TASK INPUTS |
=== Section Start ===
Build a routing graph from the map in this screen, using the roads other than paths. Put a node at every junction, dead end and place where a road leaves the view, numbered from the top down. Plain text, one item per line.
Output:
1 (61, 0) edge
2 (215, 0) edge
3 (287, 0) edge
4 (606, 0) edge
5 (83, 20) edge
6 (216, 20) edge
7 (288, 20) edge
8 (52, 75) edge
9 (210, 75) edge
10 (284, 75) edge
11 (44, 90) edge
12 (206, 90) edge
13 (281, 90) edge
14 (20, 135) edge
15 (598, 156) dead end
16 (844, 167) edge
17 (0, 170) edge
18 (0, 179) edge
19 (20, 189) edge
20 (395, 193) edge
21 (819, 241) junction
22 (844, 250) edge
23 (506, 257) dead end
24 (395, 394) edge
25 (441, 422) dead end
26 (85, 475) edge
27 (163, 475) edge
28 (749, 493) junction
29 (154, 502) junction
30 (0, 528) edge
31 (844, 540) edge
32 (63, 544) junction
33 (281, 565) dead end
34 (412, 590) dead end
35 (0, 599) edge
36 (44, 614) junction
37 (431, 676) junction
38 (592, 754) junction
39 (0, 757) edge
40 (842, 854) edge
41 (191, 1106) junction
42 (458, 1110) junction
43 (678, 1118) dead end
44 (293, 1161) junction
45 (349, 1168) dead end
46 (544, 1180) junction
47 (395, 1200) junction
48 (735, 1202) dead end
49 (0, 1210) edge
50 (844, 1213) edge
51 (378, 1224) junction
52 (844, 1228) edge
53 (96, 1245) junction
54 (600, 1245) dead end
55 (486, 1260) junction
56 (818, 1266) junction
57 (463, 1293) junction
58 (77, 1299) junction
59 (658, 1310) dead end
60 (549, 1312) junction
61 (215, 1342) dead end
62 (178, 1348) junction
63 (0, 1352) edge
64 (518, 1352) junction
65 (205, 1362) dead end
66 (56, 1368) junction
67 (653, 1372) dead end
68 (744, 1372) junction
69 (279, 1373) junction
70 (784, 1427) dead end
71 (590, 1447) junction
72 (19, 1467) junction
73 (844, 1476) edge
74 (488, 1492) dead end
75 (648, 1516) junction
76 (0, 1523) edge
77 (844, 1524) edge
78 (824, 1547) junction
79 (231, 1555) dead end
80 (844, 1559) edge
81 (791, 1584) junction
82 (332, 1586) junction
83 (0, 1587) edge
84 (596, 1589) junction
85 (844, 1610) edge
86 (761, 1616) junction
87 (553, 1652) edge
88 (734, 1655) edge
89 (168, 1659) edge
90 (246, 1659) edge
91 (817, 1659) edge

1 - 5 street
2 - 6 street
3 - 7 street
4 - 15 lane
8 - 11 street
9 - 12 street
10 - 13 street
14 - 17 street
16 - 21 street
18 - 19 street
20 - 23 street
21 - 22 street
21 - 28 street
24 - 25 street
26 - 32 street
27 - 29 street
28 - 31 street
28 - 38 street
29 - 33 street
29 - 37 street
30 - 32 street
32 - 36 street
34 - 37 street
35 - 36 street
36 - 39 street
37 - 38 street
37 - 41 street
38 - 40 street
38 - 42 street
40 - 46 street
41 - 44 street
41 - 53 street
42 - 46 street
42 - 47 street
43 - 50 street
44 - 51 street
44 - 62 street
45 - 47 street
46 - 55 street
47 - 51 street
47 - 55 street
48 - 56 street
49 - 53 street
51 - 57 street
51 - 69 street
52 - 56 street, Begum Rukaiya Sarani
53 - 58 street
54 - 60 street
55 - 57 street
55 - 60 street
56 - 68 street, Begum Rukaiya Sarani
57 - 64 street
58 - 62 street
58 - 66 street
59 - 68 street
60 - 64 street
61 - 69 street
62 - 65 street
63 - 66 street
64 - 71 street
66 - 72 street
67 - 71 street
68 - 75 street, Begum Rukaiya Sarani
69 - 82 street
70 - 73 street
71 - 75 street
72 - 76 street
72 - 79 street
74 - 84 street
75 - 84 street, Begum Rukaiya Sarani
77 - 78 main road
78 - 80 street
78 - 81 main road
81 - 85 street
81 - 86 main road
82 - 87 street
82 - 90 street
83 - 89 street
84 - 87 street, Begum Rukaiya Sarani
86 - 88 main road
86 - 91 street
=== Section End ===
WORK REQUIRED |
Figure out how many lines above include the string "Sarani", then report that number and nothing else.

RESULT OF THE TASK |
5